Anti-fragile system

November 3 2015 - Christophe Marchal

This is part of the transcript of a talk I gave at The Developer Conference in Porto Alegre. You can find the deck online

I broke the transcript in several part that can be read independantly:

Anti-fragile system

Your system will have good days and bad days. The more you have moving parts, the more you have issues. At some scale, you will always have a problem happenning. It is part of the system and need to be accepted and taken into account from the start. That’s why it is important to make the difference between error and failures.

Error is not failure

Developers are used to handle errors: validation errors, exceptions, bad requests, timeout … However, they will now need to handle failures: server that stops responding, instances going away, network connection having unexpected behaviour, cluster being splitted etc. The bigger your system is, the most expensive failure will be if not handled properly. Datacenter being down will happen, and let’s face it, it is better to be prepared. At the end of the day, you want to have the least impact on customer as possible. You might have to degrade the quality of your service temporarly, this is fine. However not letting consumer doing basic things due to some failure might not be acceptable. This needs to be discussed and agreed with business.

Failure protection

What fallback strategy should be used.
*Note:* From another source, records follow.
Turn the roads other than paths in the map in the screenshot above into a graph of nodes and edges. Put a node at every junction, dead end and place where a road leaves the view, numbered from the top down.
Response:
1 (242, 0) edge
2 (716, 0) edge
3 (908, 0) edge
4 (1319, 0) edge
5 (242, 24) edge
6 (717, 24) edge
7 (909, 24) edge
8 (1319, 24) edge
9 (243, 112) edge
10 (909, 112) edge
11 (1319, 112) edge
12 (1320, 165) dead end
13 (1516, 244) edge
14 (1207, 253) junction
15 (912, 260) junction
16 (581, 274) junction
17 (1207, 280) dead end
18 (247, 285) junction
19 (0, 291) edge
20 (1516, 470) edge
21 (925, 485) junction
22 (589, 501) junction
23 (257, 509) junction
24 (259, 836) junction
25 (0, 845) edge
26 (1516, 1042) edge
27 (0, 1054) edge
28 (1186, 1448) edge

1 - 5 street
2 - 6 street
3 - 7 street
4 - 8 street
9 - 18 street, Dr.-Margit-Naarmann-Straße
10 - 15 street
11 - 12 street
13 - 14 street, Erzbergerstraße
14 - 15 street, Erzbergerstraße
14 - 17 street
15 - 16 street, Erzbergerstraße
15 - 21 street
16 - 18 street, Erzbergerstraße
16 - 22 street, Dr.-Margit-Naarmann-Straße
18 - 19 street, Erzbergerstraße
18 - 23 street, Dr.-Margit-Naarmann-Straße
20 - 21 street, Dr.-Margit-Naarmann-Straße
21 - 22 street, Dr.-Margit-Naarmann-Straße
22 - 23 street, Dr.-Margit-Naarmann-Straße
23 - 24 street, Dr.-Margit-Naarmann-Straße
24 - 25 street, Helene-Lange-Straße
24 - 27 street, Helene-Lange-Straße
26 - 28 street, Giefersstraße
This is really common sense in sport that are very risky like parachuting.

Fallback

Designing for anti-fragility isn’t enough. Everything might looks good on the paper, but it doesn’t work until tested. That’s why it is very important to implement chaos testing. This is how you will find most of the scenario you dindn’t think about or find some wrong configuration in your system. It is better to handle an incident during working hours than at 3am :) The simian army is a good start.

Thinking that all those changes and complexity can be hidden from your developers is a foolish idea.